* Task to carry out *
Beneath this task are records; count the lines among them that contain the word "function" and answer with the number only.

====== Records for processing ======

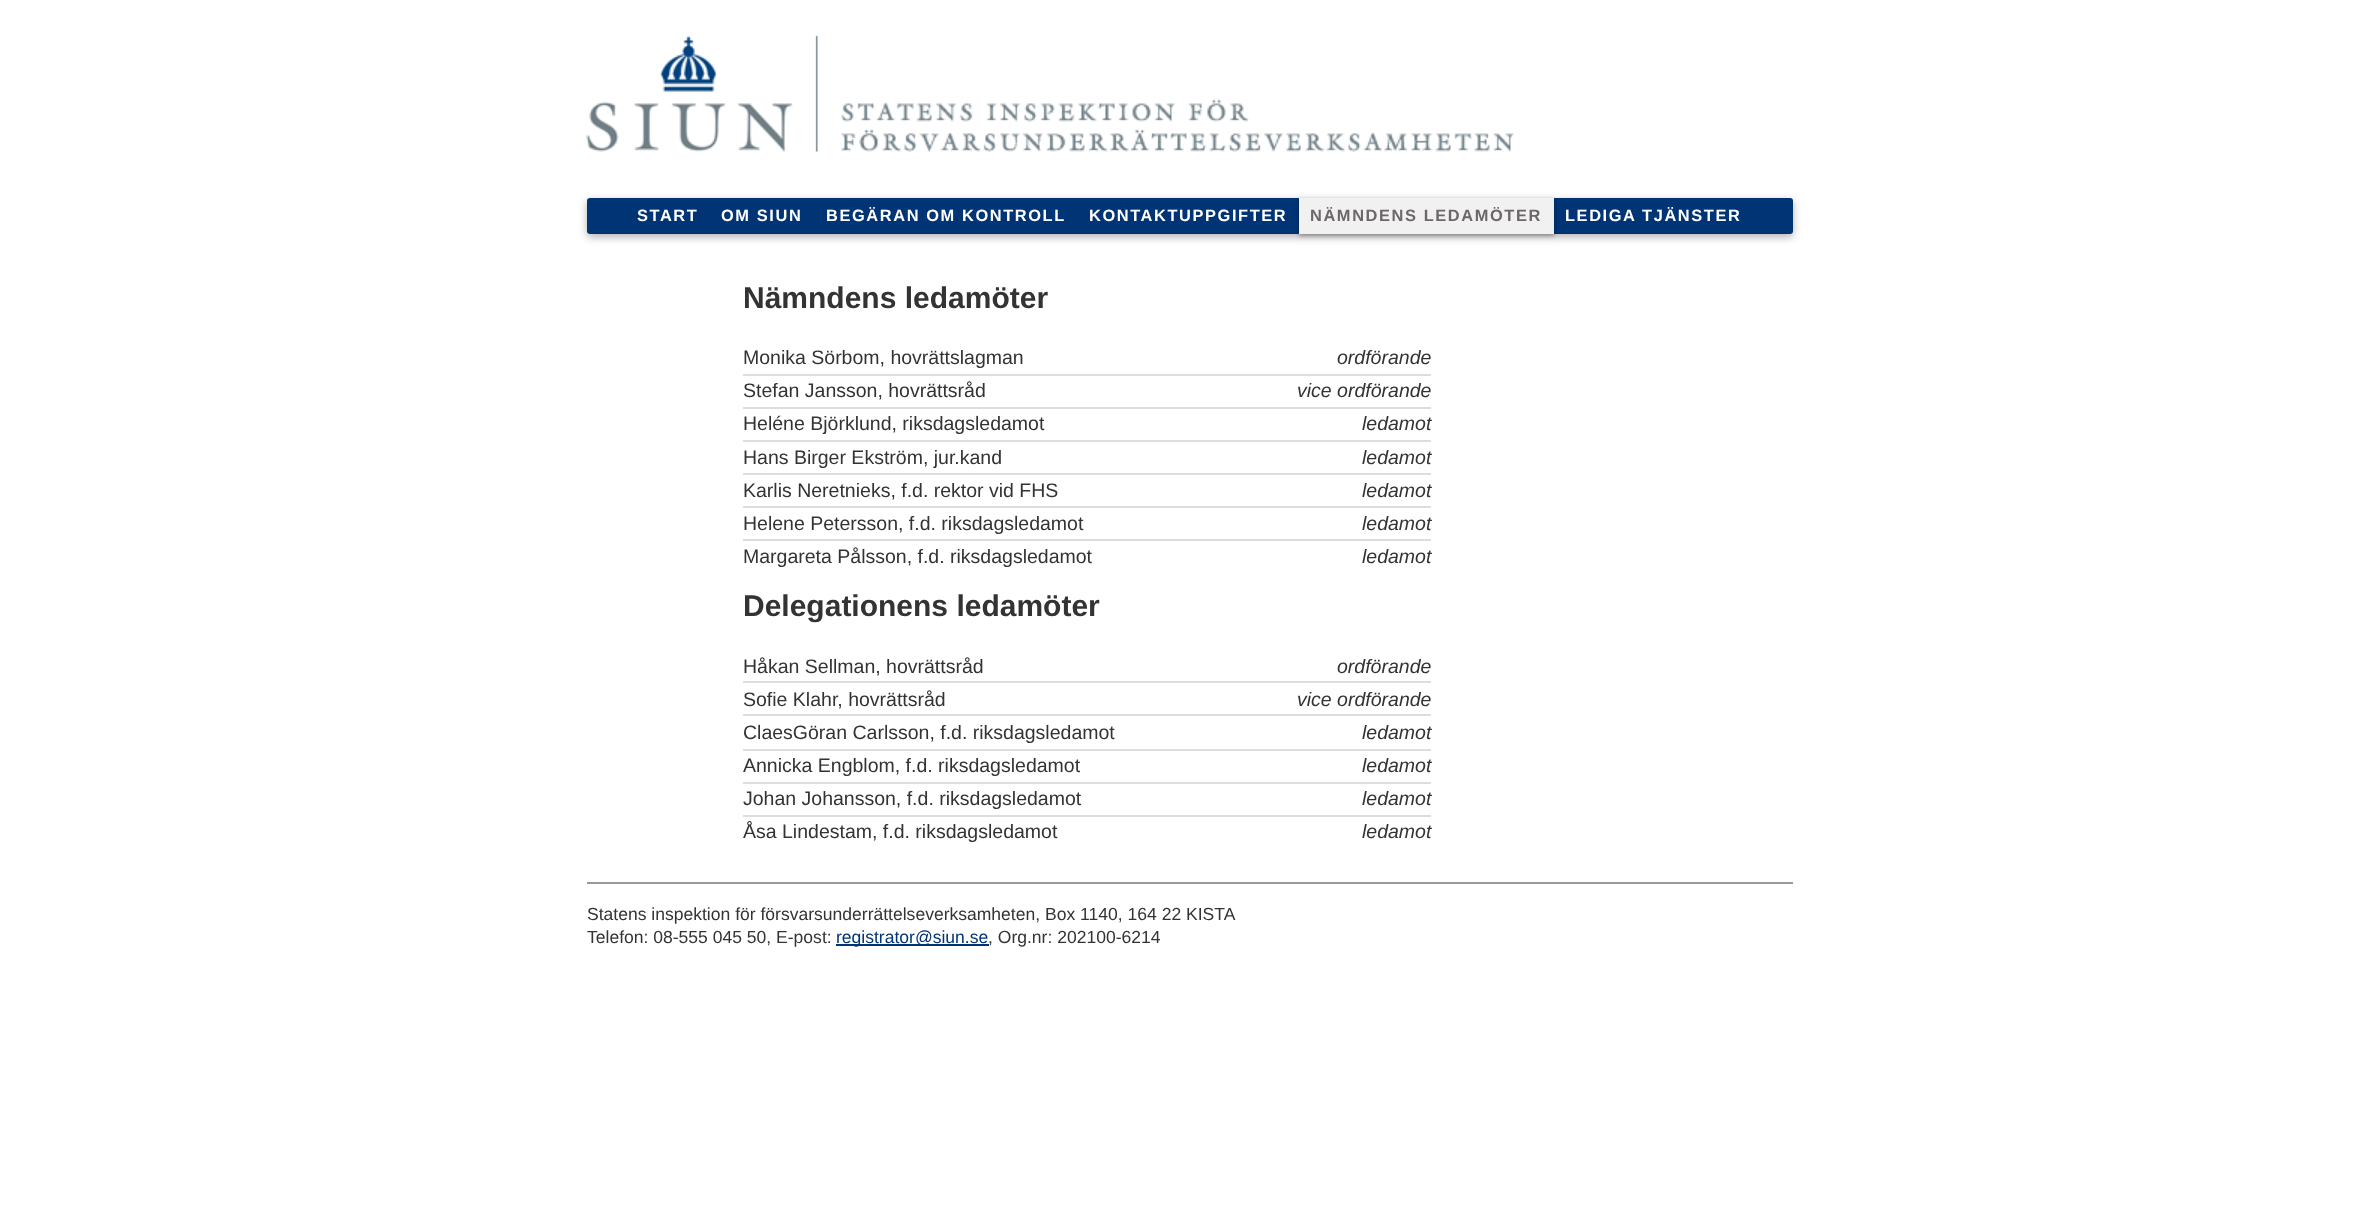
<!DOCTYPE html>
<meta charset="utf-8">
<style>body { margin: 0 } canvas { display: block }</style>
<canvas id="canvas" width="2379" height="1215"></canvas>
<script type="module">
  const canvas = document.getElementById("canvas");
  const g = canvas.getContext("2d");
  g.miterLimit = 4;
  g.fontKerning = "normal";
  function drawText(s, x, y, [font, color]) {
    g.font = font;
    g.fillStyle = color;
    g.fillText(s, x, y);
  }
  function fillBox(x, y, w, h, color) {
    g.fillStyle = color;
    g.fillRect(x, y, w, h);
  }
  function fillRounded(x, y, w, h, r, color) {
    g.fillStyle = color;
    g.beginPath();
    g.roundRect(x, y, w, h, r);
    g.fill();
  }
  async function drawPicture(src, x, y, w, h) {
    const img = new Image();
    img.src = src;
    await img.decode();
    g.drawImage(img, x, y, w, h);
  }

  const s1 = ["bold 16.4px Liberation Sans", "#FFFFFF"];
  const s2 = ["bold 16.4px Liberation Sans", "#6D6767"];
  const s3 = ["bold 30px Liberation Sans", "#333333"];
  const s4 = ["19.5px Liberation Sans", "#333333"];
  const s5 = ["italic 19.5px Liberation Sans", "#333333"];
  const s6 = ["17.55px Liberation Sans", "#333333"];
  const s7 = ["17.55px Liberation Sans", "#003474"];

  fillBox(0, 0, 2379, 1215, "#FFFFFF");
  await drawPicture("pic1.png", 586, 35, 928, 117);
  g.fillStyle = "rgba(0, 0, 0, 0.3)";
  g.filter = "blur(4px)";
  g.beginPath();
  g.roundRect(587, 201, 1206, 36, 3);
  g.fill();
  g.filter = "none";
  fillRounded(587, 198, 1206, 36, 3, "#003474");
  g.letterSpacing = "1.6px";
  drawText("START", 637, 221, s1);
  drawText("OM SIUN", 721, 221, s1);
  drawText("BEGÄRAN OM KONTROLL", 826, 221, s1);
  drawText("KONTAKTUPPGIFTER", 1089, 221, s1);
  g.fillStyle = "rgba(0, 0, 0, 0.3)";
  g.filter = "blur(2px)";
  g.beginPath();
  g.rect(1299, 200, 255, 36);
  g.fill();
  g.filter = "none";
  fillBox(1299, 198, 255, 36, "#F1F1F1");
  drawText("NÄMNDENS LEDAMÖTER", 1310, 221, s2);
  drawText("LEDIGA TJÄNSTER", 1565, 221, s1);
  g.letterSpacing = "0px";
  drawText("Nämndens ledamöter", 743, 308, s3);
  fillBox(743, 374, 688, 2, "#DDDDDD");
  drawText("Monika Sörbom, hovrättslagman", 743, 364, s4);
  drawText("ordförande", 1337, 364, s5);
  fillBox(743, 407, 688, 2, "#DDDDDD");
  drawText("Stefan Jansson, hovrättsråd", 743, 397, s4);
  drawText("vice ordförande", 1297, 397, s5);
  fillBox(743, 440, 688, 2, "#DDDDDD");
  drawText("Heléne Björklund, riksdagsledamot", 743, 430, s4);
  drawText("ledamot", 1362, 430, s5);
  fillBox(743, 473, 688, 2, "#DDDDDD");
  drawText("Hans Birger Ekström, jur.kand", 743, 464, s4);
  drawText("ledamot", 1362, 464, s5);
  fillBox(743, 506, 688, 2, "#DDDDDD");
  drawText("Karlis Neretnieks, f.d. rektor vid FHS", 743, 497, s4);
  drawText("ledamot", 1362, 497, s5);
  fillBox(743, 539, 688, 2, "#DDDDDD");
  drawText("Helene Petersson, f.d. riksdagsledamot", 743, 530, s4);
  drawText("ledamot", 1362, 530, s5);
  drawText("Margareta Pålsson, f.d. riksdagsledamot", 743, 563, s4);
  drawText("ledamot", 1362, 563, s5);
  drawText("Delegationens ledamöter", 743, 616, s3);
  fillBox(743, 681, 688, 2, "#DDDDDD");
  drawText("Håkan Sellman, hovrättsråd", 743, 673, s4);
  drawText("ordförande", 1337, 673, s5);
  fillBox(743, 714, 688, 2, "#DDDDDD");
  drawText("Sofie Klahr, hovrättsråd", 743, 706, s4);
  drawText("vice ordförande", 1297, 706, s5);
  fillBox(743, 749, 688, 2, "#DDDDDD");
  drawText("ClaesGöran Carlsson, f.d. riksdagsledamot", 743, 739, s4);
  drawText("ledamot", 1362, 739, s5);
  fillBox(743, 782, 688, 2, "#DDDDDD");
  drawText("Annicka Engblom, f.d. riksdagsledamot", 743, 772, s4);
  drawText("ledamot", 1362, 772, s5);
  fillBox(743, 815, 688, 2, "#DDDDDD");
  drawText("Johan Johansson, f.d. riksdagsledamot", 743, 805, s4);
  drawText("ledamot", 1362, 805, s5);
  drawText("Åsa Lindestam, f.d. riksdagsledamot", 743, 838, s4);
  drawText("ledamot", 1362, 838, s5);
  fillBox(587, 882, 1206, 2, "#999999");
  drawText("Statens inspektion för försvarsunderrättelseverksamheten, Box 1140, 164 22 KISTA", 587, 920, s6);
  drawText("Telefon: 08-555 045 50, E-post:", 587, 943, s6);
  fillBox(836, 944, 153, 2, "#003474");
  drawText("registrator@siun.se", 836, 943, s7);
  drawText(", Org.nr: 202100-6214", 988, 943, s6);
</script>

======

* Task response *
4